Problem to work on> Would you please print the data a second time, exactly as it stands?

--- --- ---

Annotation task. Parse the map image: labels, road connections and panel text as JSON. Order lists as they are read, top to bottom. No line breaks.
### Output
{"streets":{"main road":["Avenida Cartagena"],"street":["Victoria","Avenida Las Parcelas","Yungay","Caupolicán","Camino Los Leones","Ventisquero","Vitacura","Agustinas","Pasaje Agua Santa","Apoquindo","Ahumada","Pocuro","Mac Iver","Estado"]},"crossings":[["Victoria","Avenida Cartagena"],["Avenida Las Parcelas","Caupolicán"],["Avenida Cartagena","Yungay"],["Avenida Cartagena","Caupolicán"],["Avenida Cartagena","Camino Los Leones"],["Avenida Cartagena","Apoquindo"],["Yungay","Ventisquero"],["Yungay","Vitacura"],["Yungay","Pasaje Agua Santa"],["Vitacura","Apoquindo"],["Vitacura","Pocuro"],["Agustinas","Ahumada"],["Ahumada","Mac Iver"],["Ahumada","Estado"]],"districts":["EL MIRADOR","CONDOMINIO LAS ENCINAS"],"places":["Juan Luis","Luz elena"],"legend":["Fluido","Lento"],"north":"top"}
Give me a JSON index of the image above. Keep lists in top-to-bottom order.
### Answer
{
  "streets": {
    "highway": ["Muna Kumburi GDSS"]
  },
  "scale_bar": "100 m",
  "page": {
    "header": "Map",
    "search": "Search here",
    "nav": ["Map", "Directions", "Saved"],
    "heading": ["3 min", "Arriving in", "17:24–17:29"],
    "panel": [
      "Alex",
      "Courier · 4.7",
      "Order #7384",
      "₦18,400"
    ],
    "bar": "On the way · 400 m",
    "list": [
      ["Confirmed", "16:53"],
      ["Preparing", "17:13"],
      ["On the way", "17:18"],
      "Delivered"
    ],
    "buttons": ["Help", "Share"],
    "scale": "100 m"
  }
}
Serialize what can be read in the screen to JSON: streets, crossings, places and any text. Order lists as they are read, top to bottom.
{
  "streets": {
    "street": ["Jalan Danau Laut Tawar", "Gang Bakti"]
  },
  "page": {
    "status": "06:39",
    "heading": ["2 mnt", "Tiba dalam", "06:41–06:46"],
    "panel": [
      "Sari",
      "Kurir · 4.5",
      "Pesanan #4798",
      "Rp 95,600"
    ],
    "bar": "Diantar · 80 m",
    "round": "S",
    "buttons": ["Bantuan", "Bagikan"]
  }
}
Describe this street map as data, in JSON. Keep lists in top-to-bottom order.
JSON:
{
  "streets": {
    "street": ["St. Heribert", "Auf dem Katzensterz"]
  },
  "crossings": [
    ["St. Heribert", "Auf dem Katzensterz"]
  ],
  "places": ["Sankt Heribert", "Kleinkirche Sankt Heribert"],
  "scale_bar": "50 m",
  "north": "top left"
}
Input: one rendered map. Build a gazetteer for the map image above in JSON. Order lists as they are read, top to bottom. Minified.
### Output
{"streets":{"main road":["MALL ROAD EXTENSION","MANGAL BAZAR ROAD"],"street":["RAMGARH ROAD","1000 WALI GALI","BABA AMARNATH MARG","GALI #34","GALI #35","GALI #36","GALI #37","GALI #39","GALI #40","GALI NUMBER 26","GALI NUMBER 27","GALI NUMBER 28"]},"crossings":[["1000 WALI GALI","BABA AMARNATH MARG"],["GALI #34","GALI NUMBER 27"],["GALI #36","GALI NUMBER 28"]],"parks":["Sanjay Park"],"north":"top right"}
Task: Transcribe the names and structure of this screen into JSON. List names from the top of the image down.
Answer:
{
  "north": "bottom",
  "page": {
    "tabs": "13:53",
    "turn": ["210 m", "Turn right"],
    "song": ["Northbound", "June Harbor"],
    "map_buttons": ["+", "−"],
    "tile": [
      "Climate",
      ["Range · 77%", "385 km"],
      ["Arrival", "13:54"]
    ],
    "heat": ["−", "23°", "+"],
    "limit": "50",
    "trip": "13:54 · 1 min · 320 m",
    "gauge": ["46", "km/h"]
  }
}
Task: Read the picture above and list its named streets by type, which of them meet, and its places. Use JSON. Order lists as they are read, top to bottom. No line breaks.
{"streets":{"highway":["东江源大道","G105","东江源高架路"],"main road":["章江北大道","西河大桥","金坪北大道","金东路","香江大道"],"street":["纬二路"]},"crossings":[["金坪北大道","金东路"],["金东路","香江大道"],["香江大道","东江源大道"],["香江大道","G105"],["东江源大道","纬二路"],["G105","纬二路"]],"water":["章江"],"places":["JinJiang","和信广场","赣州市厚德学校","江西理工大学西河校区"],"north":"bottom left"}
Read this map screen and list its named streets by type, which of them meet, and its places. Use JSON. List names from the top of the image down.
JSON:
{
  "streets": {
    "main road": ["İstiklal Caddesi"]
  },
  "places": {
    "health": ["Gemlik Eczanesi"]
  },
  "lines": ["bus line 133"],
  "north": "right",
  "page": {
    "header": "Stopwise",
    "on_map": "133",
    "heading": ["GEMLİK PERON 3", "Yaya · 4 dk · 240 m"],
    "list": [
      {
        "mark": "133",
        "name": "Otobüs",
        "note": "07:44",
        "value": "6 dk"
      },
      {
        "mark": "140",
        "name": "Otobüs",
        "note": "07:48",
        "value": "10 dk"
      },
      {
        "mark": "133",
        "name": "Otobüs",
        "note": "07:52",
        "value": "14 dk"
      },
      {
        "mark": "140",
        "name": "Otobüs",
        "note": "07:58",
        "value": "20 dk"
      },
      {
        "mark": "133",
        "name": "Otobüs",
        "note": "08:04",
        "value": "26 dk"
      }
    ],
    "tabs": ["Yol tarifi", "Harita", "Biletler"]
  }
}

--- --- ---

Your response>
Annotation task. Parse the map image: labels, road connections and panel text as JSON. Order lists as they are read, top to bottom. No line breaks.
### Output
{"streets":{"main road":["Avenida Cartagena"],"street":["Victoria","Avenida Las Parcelas","Yungay","Caupolicán","Camino Los Leones","Ventisquero","Vitacura","Agustinas","Pasaje Agua Santa","Apoquindo","Ahumada","Pocuro","Mac Iver","Estado"]},"crossings":[["Victoria","Avenida Cartagena"],["Avenida Las Parcelas","Caupolicán"],["Avenida Cartagena","Yungay"],["Avenida Cartagena","Caupolicán"],["Avenida Cartagena","Camino Los Leones"],["Avenida Cartagena","Apoquindo"],["Yungay","Ventisquero"],["Yungay","Vitacura"],["Yungay","Pasaje Agua Santa"],["Vitacura","Apoquindo"],["Vitacura","Pocuro"],["Agustinas","Ahumada"],["Ahumada","Mac Iver"],["Ahumada","Estado"]],"districts":["EL MIRADOR","CONDOMINIO LAS ENCINAS"],"places":["Juan Luis","Luz elena"],"legend":["Fluido","Lento"],"north":"top"}
Give me a JSON index of the image above. Keep lists in top-to-bottom order.
### Answer
{
  "streets": {
    "highway": ["Muna Kumburi GDSS"]
  },
  "scale_bar": "100 m",
  "page": {
    "header": "Map",
    "search": "Search here",
    "nav": ["Map", "Directions", "Saved"],
    "heading": ["3 min", "Arriving in", "17:24–17:29"],
    "panel": [
      "Alex",
      "Courier · 4.7",
      "Order #7384",
      "₦18,400"
    ],
    "bar": "On the way · 400 m",
    "list": [
      ["Confirmed", "16:53"],
      ["Preparing", "17:13"],
      ["On the way", "17:18"],
      "Delivered"
    ],
    "buttons": ["Help", "Share"],
    "scale": "100 m"
  }
}
Serialize what can be read in the screen to JSON: streets, crossings, places and any text. Order lists as they are read, top to bottom.
{
  "streets": {
    "street": ["Jalan Danau Laut Tawar", "Gang Bakti"]
  },
  "page": {
    "status": "06:39",
    "heading": ["2 mnt", "Tiba dalam", "06:41–06:46"],
    "panel": [
      "Sari",
      "Kurir · 4.5",
      "Pesanan #4798",
      "Rp 95,600"
    ],
    "bar": "Diantar · 80 m",
    "round": "S",
    "buttons": ["Bantuan", "Bagikan"]
  }
}
Describe this street map as data, in JSON. Keep lists in top-to-bottom order.
JSON:
{
  "streets": {
    "street": ["St. Heribert", "Auf dem Katzensterz"]
  },
  "crossings": [
    ["St. Heribert", "Auf dem Katzensterz"]
  ],
  "places": ["Sankt Heribert", "Kleinkirche Sankt Heribert"],
  "scale_bar": "50 m",
  "north": "top left"
}
Input: one rendered map. Build a gazetteer for the map image above in JSON. Order lists as they are read, top to bottom. Minified.
### Output
{"streets":{"main road":["MALL ROAD EXTENSION","MANGAL BAZAR ROAD"],"street":["RAMGARH ROAD","1000 WALI GALI","BABA AMARNATH MARG","GALI #34","GALI #35","GALI #36","GALI #37","GALI #39","GALI #40","GALI NUMBER 26","GALI NUMBER 27","GALI NUMBER 28"]},"crossings":[["1000 WALI GALI","BABA AMARNATH MARG"],["GALI #34","GALI NUMBER 27"],["GALI #36","GALI NUMBER 28"]],"parks":["Sanjay Park"],"north":"top right"}
Task: Transcribe the names and structure of this screen into JSON. List names from the top of the image down.
Answer:
{
  "north": "bottom",
  "page": {
    "tabs": "13:53",
    "turn": ["210 m", "Turn right"],
    "song": ["Northbound", "June Harbor"],
    "map_buttons": ["+", "−"],
    "tile": [
      "Climate",
      ["Range · 77%", "385 km"],
      ["Arrival", "13:54"]
    ],
    "heat": ["−", "23°", "+"],
    "limit": "50",
    "trip": "13:54 · 1 min · 320 m",
    "gauge": ["46", "km/h"]
  }
}
Task: Read the picture above and list its named streets by type, which of them meet, and its places. Use JSON. Order lists as they are read, top to bottom. No line breaks.
{"streets":{"highway":["东江源大道","G105","东江源高架路"],"main road":["章江北大道","西河大桥","金坪北大道","金东路","香江大道"],"street":["纬二路"]},"crossings":[["金坪北大道","金东路"],["金东路","香江大道"],["香江大道","东江源大道"],["香江大道","G105"],["东江源大道","纬二路"],["G105","纬二路"]],"water":["章江"],"places":["JinJiang","和信广场","赣州市厚德学校","江西理工大学西河校区"],"north":"bottom left"}
Read this map screen and list its named streets by type, which of them meet, and its places. Use JSON. List names from the top of the image down.
JSON:
{
  "streets": {
    "main road": ["İstiklal Caddesi"]
  },
  "places": {
    "health": ["Gemlik Eczanesi"]
  },
  "lines": ["bus line 133"],
  "north": "right",
  "page": {
    "header": "Stopwise",
    "on_map": "133",
    "heading": ["GEMLİK PERON 3", "Yaya · 4 dk · 240 m"],
    "list": [
      {
        "mark": "133",
        "name": "Otobüs",
        "note": "07:44",
        "value": "6 dk"
      },
      {
        "mark": "140",
        "name": "Otobüs",
        "note": "07:48",
        "value": "10 dk"
      },
      {
        "mark": "133",
        "name": "Otobüs",
        "note": "07:52",
        "value": "14 dk"
      },
      {
        "mark": "140",
        "name": "Otobüs",
        "note": "07:58",
        "value": "20 dk"
      },
      {
        "mark": "133",
        "name": "Otobüs",
        "note": "08:04",
        "value": "26 dk"
      }
    ],
    "tabs": ["Yol tarifi", "Harita", "Biletler"]
  }
}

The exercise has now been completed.